Uban dan kerutan pada garis wajahnya adalah gambaran yang melukiskan betapa banyak senja yang telah dilaluinya bersama klub Ibukota Inggris tersebut. Suka duka pernah dilaluinya, pahit manis pernah dikecapinya. Kini kepercayaan publik berusia lebih dari 20 tahun; sebuah usia yang terbilang tua untuk status dan jabatan manajer. Kepercayaan itu menaungi sekaligus menghantui langkah sang manajer menyongsong hari tuanya. Seiring perputaran waktu, seirama hentakan nada-nada alam yang membawa pria Prancis itu menuju masa tuanya, ada segelintir kegelisahan yang membayanginya, ada sepenggal resah yang mengusik penghujung senjanya.

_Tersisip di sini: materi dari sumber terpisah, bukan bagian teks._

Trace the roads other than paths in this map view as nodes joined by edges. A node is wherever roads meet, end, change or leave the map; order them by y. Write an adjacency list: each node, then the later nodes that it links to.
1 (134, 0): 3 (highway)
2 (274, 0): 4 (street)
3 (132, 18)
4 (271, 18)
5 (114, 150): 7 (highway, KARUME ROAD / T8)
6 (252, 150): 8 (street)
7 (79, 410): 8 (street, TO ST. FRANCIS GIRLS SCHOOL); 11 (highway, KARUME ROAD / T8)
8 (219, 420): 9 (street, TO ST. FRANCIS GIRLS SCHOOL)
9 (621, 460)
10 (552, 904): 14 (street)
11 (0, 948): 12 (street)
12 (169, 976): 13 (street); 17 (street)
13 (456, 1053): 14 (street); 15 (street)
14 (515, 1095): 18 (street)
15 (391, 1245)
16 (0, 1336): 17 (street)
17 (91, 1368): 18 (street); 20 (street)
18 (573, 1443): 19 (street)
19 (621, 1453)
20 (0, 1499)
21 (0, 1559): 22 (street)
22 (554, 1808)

Betapa tidak, minimnya trophy beberapa tahun belakangan sontak menjadikan ia seperti bukan Arsene yang selama ini orang kenal. Sedekade terakhir, ia seperti kehilangan roh dan daya magisnya. Tak bermaksud melebih-lebihkan isi kisah, bisa dibilang terhitung sejak kepindahannya ke Emirates Stadium, Arsenal seperti ikut menanggalkan segala atribut yang melekat pada dirinya di Hihgbury. Raga Arsenal memang telah berlabuh ke Emirates yang megah, sayangnya segala cerita tentang magic Arsene dan keperkasaan Arsenal seperti berlalu bersama Hihgbury tua. Kini bagi siapapun, Emirates tentu bukanlah Hihgbury yang menakutkan. The Gooners bukanlah seperti dulu; mereka bukan lagi para penggawa kejam yang mematikan. Mereka seperti prajurit kehabisan amunisi. Arsene pun mendapat imbas: ia seperti bukan lagi siapa-siapa dan bukan lagi apa-apa di sepakbola Inggris.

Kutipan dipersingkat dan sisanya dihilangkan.